In Aim 1, we will definitively answer an important question pertinent to 3'SS selection: does cryptic 3'SS selection in SF3B1-mutant spliceosome result from a change in branch point (BP)? We will use CLIP-Seq (cross-linked immunoprecipitation and sequencing) to identify direct RNA targets of SF3B1 binding and Lariat-Seq (sequencing of intronic lariat intermediates) to determine altered BP choices in mutant SF3B1.
In Aim 2, we will build on our preliminary results that show a direct interaction between SF3B1 and chromatin that is regulated in a cell-cycle dependent manner. We hypothesize that chromatin-dependent SF3B1 functions are disrupted in SF3B1-mutant cells resulting in dysregulated gene expression and/or RNA splicing.

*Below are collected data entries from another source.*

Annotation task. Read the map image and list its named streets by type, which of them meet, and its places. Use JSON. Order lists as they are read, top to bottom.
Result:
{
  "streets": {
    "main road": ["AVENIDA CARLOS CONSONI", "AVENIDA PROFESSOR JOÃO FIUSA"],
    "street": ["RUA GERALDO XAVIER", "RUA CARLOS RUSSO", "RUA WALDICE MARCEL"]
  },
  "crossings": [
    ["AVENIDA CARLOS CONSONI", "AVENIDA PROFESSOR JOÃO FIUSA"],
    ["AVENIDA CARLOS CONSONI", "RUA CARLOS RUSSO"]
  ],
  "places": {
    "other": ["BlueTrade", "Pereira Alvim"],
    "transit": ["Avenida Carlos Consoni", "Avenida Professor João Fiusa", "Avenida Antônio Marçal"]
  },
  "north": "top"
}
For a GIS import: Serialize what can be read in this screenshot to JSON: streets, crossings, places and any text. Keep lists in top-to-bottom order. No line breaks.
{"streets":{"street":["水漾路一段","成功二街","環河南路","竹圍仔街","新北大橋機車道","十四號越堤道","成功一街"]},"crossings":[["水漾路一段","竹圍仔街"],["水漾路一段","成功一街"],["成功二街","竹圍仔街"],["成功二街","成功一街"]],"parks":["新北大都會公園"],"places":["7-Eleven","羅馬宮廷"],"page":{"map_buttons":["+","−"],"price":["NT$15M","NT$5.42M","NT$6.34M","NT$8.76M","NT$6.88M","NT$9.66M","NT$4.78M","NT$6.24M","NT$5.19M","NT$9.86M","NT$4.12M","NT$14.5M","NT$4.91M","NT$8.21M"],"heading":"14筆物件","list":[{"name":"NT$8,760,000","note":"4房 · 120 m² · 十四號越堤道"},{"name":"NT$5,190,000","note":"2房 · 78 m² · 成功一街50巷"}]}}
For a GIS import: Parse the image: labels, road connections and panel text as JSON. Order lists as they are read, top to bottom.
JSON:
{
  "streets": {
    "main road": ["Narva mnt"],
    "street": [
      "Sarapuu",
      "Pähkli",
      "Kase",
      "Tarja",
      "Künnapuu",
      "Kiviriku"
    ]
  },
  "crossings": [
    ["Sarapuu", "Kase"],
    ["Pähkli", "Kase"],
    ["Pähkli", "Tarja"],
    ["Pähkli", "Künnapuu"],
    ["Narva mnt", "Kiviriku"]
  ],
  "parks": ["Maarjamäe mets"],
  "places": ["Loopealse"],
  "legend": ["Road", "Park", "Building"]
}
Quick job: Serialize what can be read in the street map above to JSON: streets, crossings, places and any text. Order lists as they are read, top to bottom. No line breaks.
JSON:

In Aim 3, we will define the physiologic consequences of specific gene expression abnormalities resulting from SF3B1 mutations in relationship to MDS biology. Our experiments are designed to elucidate how aberrant splicing and expression of particular transcripts perturb mitochondrial function and alter hematopoiesis in vivo. Importantly, we now recognize that molecular outcomes of SF3B1 mutations are dependent on cellular context and species-specific determinants, due to poor conservation of intronic domains that SF3B1 recognizes. Hence, we will use complementary models in human induced pluripotent stem cells and murine embryonic stem cells edited for CRISPR-Cas9 system for these studies. The application brings together two groups with complementary expertise in RNA biology (Pillai and Neugebauer) and hematopoiesis and cell cycle control (Minella). Defining precise mechanisms of splicing alterations in SF3B1-mutant disease will inform the development of novel therapies directed at mutant proteins themselves or dysregulated downstream pathways.
The overall aim of this project is to study how certain specific genetic changes (mutations) lead to a variety of diseases including cancers. Specifically, we will study how cells respond to mutations in proteins that process RNA (ribonucleic acid). Understanding these mechanisms will help us devise better therapies to these diseases.